Description of the task = What you return must be exactly the lines from the one containing "thumb ip: (432, 195)" through the close of the listing, both included.

Entries shown =
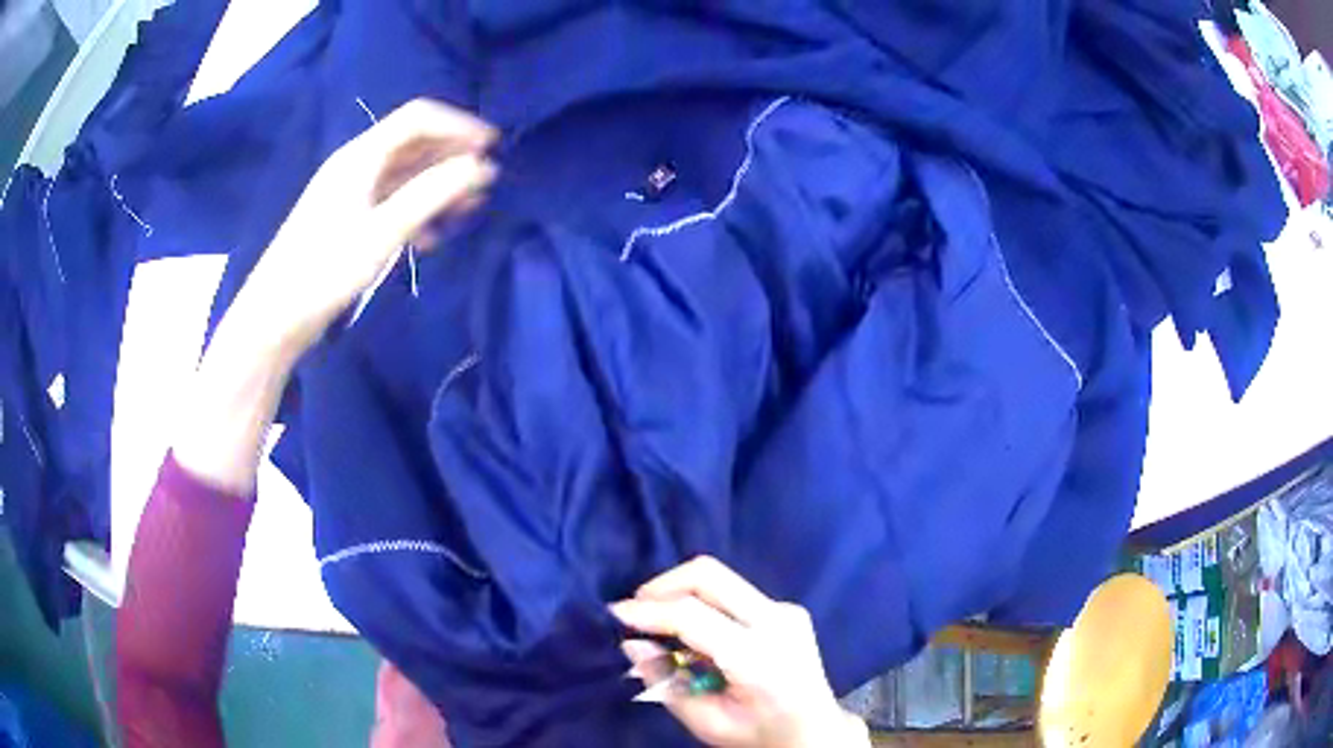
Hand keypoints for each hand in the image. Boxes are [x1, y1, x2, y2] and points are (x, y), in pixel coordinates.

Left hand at [173, 99, 494, 495]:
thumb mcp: (382, 232)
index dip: (458, 125)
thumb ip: (432, 195)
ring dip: (438, 186)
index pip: (418, 119)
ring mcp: (351, 193)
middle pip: (413, 143)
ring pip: (404, 175)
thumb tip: (480, 167)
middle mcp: (356, 165)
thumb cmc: (324, 271)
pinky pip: (391, 201)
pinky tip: (431, 238)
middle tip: (484, 182)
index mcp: (360, 156)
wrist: (275, 317)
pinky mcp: (348, 220)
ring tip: (467, 210)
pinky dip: (417, 211)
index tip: (492, 148)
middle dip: (451, 156)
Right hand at [611, 557, 868, 747]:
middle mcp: (777, 622)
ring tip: (661, 624)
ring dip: (681, 592)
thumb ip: (666, 683)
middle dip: (662, 585)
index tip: (615, 613)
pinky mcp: (788, 608)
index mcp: (757, 658)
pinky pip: (733, 593)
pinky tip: (697, 634)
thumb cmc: (757, 734)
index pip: (693, 616)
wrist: (815, 731)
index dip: (649, 610)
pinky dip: (703, 604)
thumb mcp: (706, 723)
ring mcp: (787, 610)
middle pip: (709, 576)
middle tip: (635, 610)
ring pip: (720, 578)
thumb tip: (633, 644)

Solution to this exercise =
thumb ip: (432, 195)
ring dip: (438, 186)
index pip: (418, 119)
ring mcp: (351, 193)
middle pip: (413, 143)
ring pip: (404, 175)
thumb tip: (480, 167)
middle mcp: (356, 165)
thumb cmc: (324, 271)
pinky pip: (391, 201)
pinky tip: (431, 238)
middle tip: (484, 182)
index mcp: (360, 156)
wrist: (275, 317)
pinky mcp: (348, 220)
ring tip: (467, 210)
pinky dip: (417, 211)
index tip: (492, 148)
middle dip: (451, 156)
Right hand at [611, 557, 868, 747]:
middle mcp: (777, 622)
ring tip: (661, 624)
ring dip: (681, 592)
thumb ip: (666, 683)
middle dip: (662, 585)
index tip: (615, 613)
pinky mcp: (788, 608)
index mcp: (757, 658)
pinky pip: (733, 593)
pinky tip: (697, 634)
thumb cmc: (757, 734)
index pip: (693, 616)
wrist: (815, 731)
index dip: (649, 610)
pinky dip: (703, 604)
thumb mcp: (706, 723)
ring mcp: (787, 610)
middle pip: (709, 576)
middle tip: (635, 610)
ring pip: (720, 578)
thumb tip: (633, 644)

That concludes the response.